Reasonings found in a bathtub

Reasonings found in a bathtub

Since the end of 2024, the latest evolution of Large Language Models is dominated by so-called Reasoning models, with DeepSeek R1 the most recent entry causing a $1 trillion loss on the stock market last week and dominating the app store.

The other most popular entry is OpenAI's o1 (to be soon succeeded o3 which is still reserved to the lucky few).

It appears that these models are trained on more than the the Internet data we human simpletons have concocted since the creation of the web. AIs are used to generated lengthy test data illustrating how to go step-by-step down the path of deduction which necessarily provides the backbone of argumentation.

These "reasoning" models are reaching new heights in benchmark scores, and with the support of agentic tools and extensions, we once again hear the clamor that humans will shortly be replaced.

However, Sam Altman himself rapidly dispelled the notion that this was AGI - Artificial General Intelligence that could match the level of humans and perform complete jobs.

Experts have concluded that a new law of AI has emerged: If you give LLMs more time to "think", it will produce better results. And indeed - these models tend to be slow, pondering for tens of seconds, and producing massively verbose intermediate "reasonings" and outputs.

The models produce lengthy reasonings, then, though it can be argued they don't possess reason! Robert Heinlein once wrote that Ph.D. meant "Piled Higher and Deeper", and sometimes these reasoning models seem to be focusing on quantity rather than quality.

Hence Google's recently-released Gemini 2 "Flash" that blurts out massive paragraphs of introspection at very high speed, albeit at times sounding like Robin Williams in "Good Morning Vietnam!".

A small fraction of output produced by a 5-line prompt

Anthropic is a laggard in that they don't have an official "Reasoning" model. Claude Sonnet 3.5 isn't a "Reasoning" model, though it frequently seems smart! It's a lot less roundabout when it comes to creating documents and code files, so it tends to be my goto AI coding assistant. It's still the best at debugging and I'm in the process of building an MCP extension letting it access the NodeJS debugger, so I'll have more to say about that shortly. However, much to my surprise, I found that Gemini Flash 2 was actually better at creating and reviewing detailed design specs, even though Sonnet was already pretty good. More on that in an upcoming episode.
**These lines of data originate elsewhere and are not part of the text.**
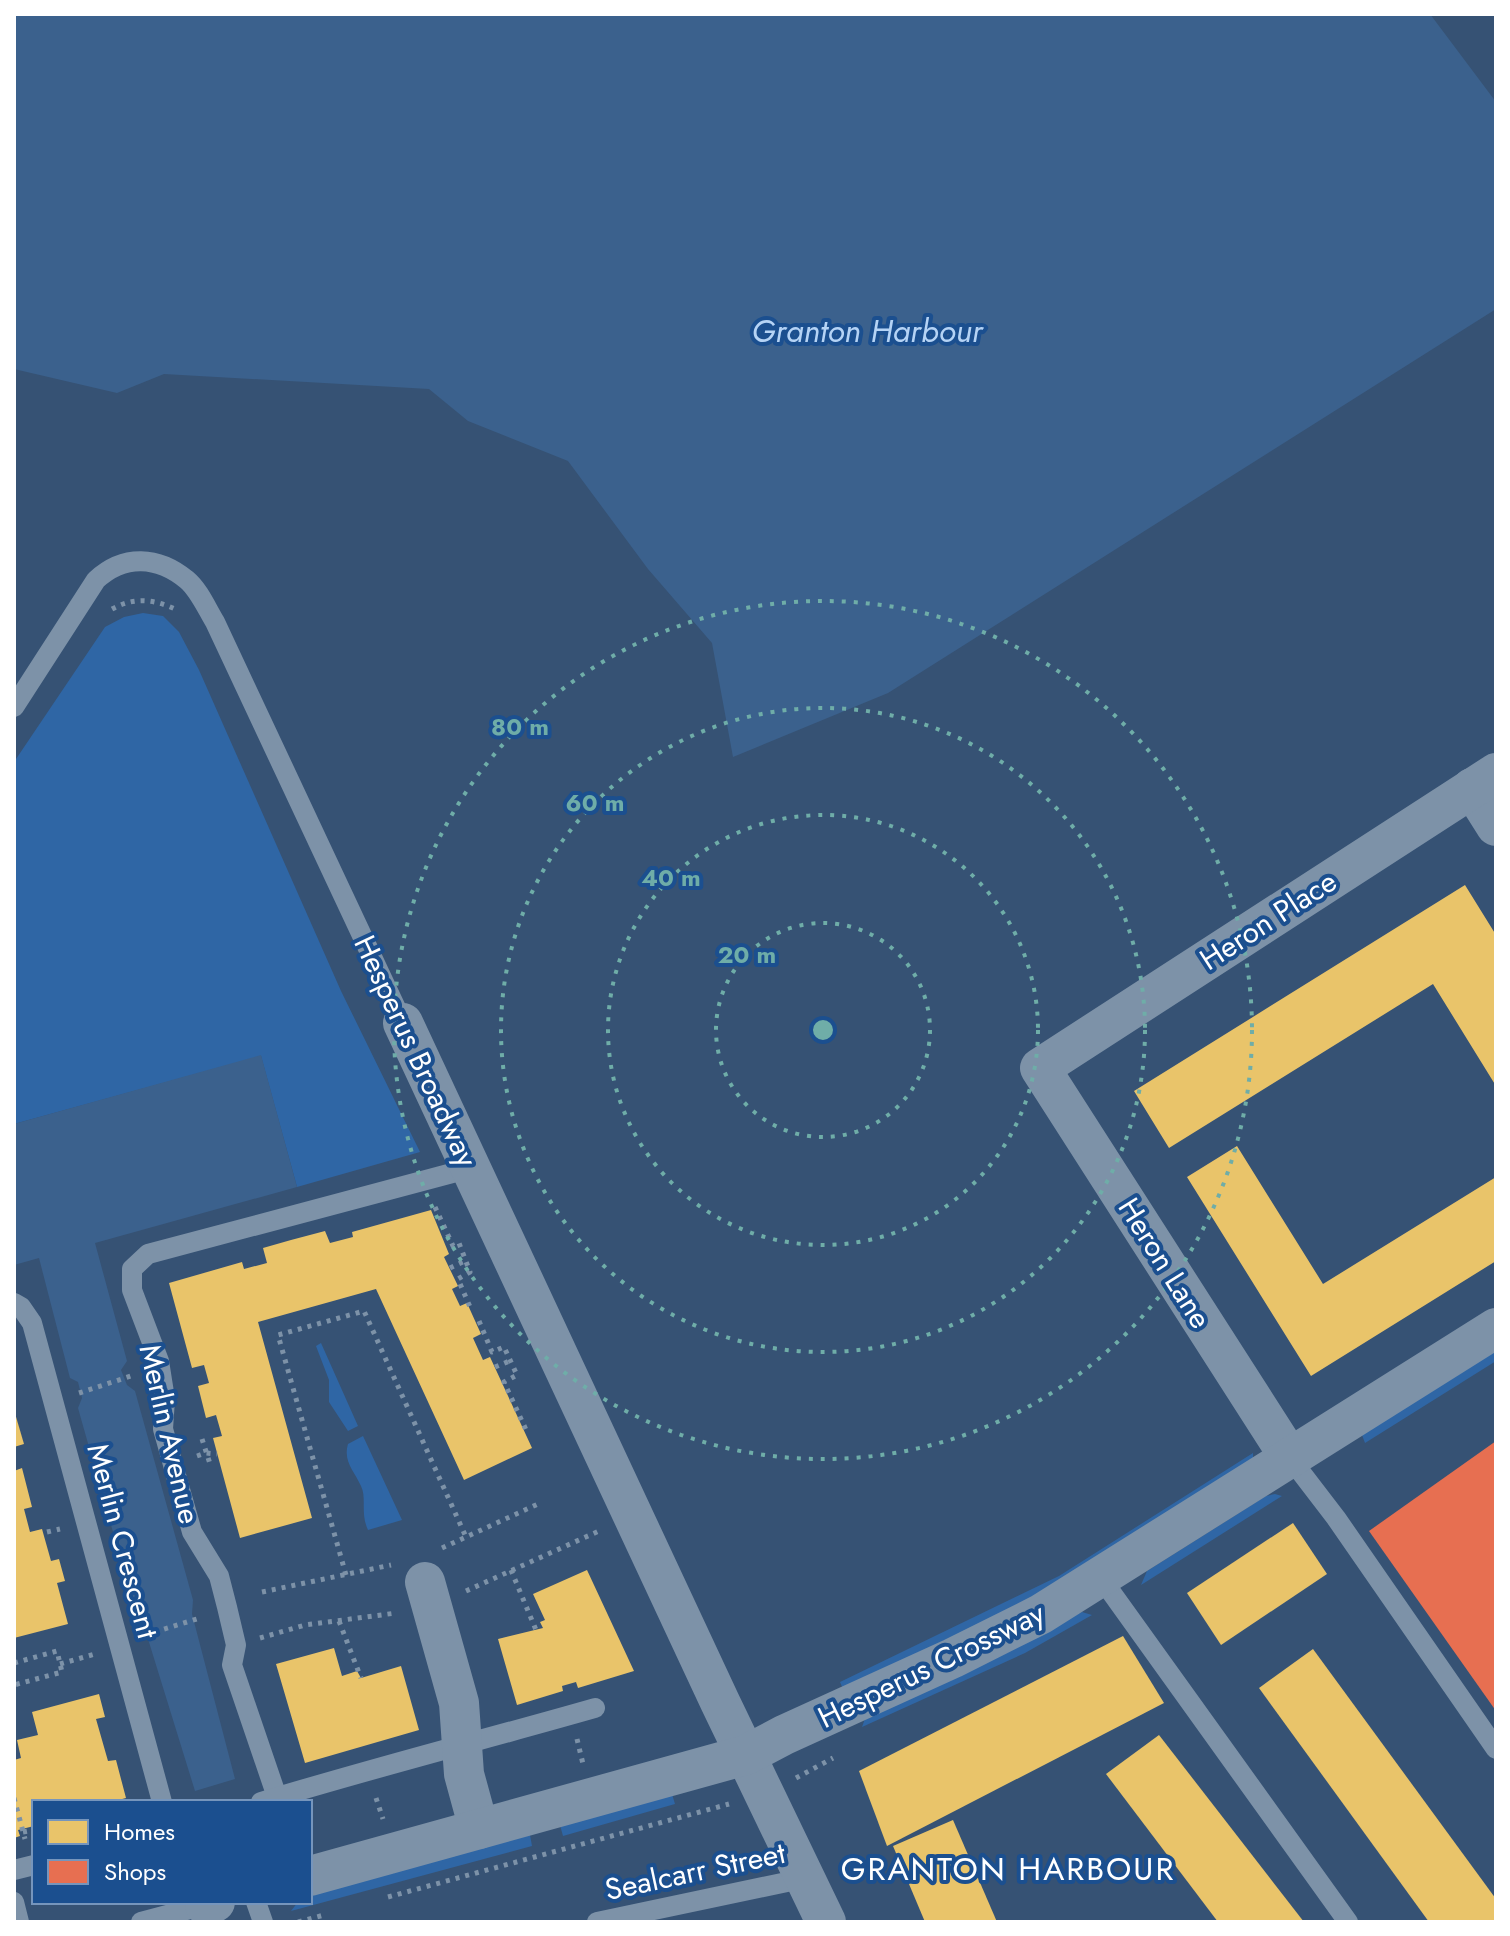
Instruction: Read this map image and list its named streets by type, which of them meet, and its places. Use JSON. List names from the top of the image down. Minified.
{"streets":{"street":["Heron Place","Hesperus Broadway","Heron Lane","Hesperus Crossway"],"lane":["Merlin Avenue","Merlin Crescent","Sealcarr Street"]},"crossings":[["Heron Place","Heron Lane"],["Hesperus Broadway","Merlin Avenue"],["Hesperus Broadway","Hesperus Crossway"],["Hesperus Broadway","Sealcarr Street"],["Heron Lane","Hesperus Crossway"]],"districts":["GRANTON HARBOUR"],"water":["Granton Harbour"],"legend":["Homes","Shops"],"rings":["80 m","60 m","40 m","20 m"]}
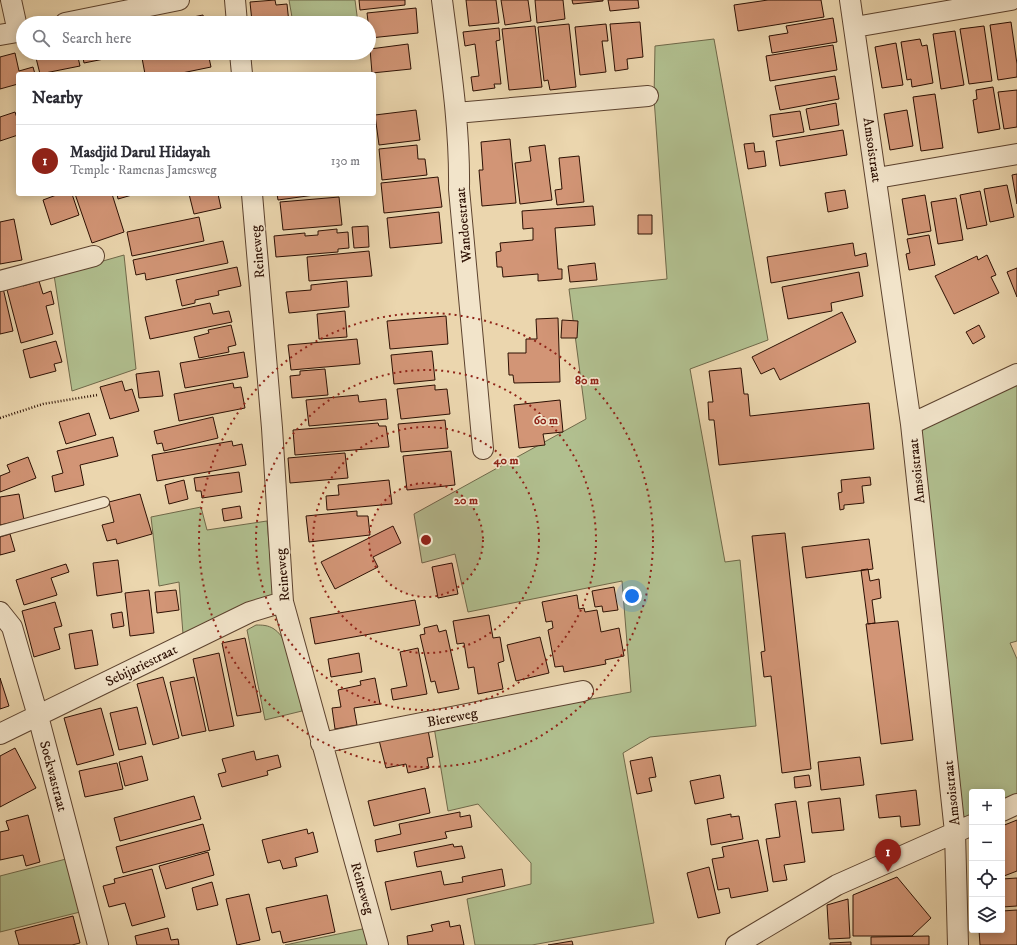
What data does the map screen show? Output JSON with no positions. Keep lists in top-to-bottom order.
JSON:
{
  "streets": {
    "street": [
      "Amsoistraat",
      "Wandoestraat",
      "Reineweg",
      "Sebijariestraat",
      "Biereweg",
      "Soekwastraat"
    ]
  },
  "crossings": [
    ["Reineweg", "Sebijariestraat"],
    ["Reineweg", "Biereweg"],
    ["Sebijariestraat", "Soekwastraat"]
  ],
  "page": {
    "search": "Search here",
    "heading": "Nearby",
    "list": [
      {
        "mark": "1",
        "name": "Masdjid Darul Hidayah",
        "note": "Temple · Ramenas Jamesweg",
        "value": "130 m"
      }
    ],
    "map_buttons": ["+", "−"],
    "pins": "1"
  },
  "rings": [
    "80 m",
    "60 m",
    "40 m",
    "20 m"
  ]
}
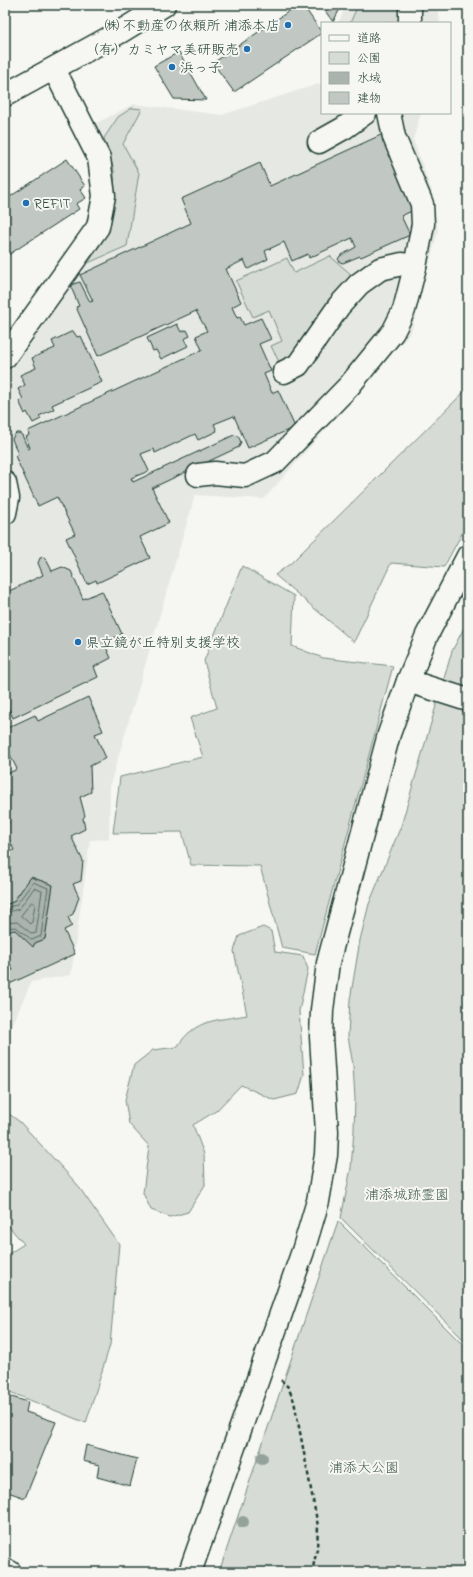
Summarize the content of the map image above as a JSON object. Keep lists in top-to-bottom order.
{
  "parks": ["浦添城跡霊園", "浦添大公園"],
  "places": [
    "㈱ 不動産の依頼所 浦添本店",
    "（有）カミヤマ美研販売",
    "浜っ子",
    "REFIT",
    "県立鏡が丘特別支援学校"
  ],
  "legend": [
    "道路",
    "公園",
    "水域",
    "建物"
  ]
}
Fun fact: Perplexity now integrates with Claude Sonnet (for its "Pro" mode), but also gives the choice of using its own hosted DeepSeek R1 or OpenAI o3-mini, so you can get a taste of how the different reasoning models are starting to shape up.

(o3-mini isn't the full o3 "Reasoning" model. I tried to use it for coding but I find it's only useful for small-scale generation and analysis - hence the "mini" is very apt.)


While others were using OpenAI's realtime voice mode to emulate a pirate's voice, or hysterical horror movie screams, I decided to put it to use when taking a bath. I usually that the time "vedge out", but other times I have inklings and questionings that come to me Archimedes-style and that's when I truly appreciate OpenAI's voice interface.

I got started through a desire to optimize my time and work on my LinkedIn articles while soaking. From what I could tell, all the content creators were using AI to enhance their productivity so I figured I needed to get with the program to achieve the necessary cadence.


Thanks for trying

I realized the acoustics of the bathroom were against proper transcription, especially as I had positioned my phone several feet away from the tub. I took a chance with picking up the phone so I could properly orient it, daring to bring it closer to the deadly (for it) waters, increasing the risk that, in a moment of clumsiness, it would join me in the suds and force me to acquire a newer model, as I hard learned the hard way once upon a trip to Sarasota.

My phone was in my pocket. It only worked a few seconds after this before remaining silent forever.

Nevertheless, such was my interest in maximizing my time that I took the chance and held my phone as near the sudsy water as I dared, with a firm grip, and proceeded apace.


This was using the so-called "Advanced" voice mode.

The previous "Not-so-advanced" voice mode would sometimes drone on without possibility of stopping the rambling. You had to close the app to get it to stop - kind of tricky when your hands are soapy.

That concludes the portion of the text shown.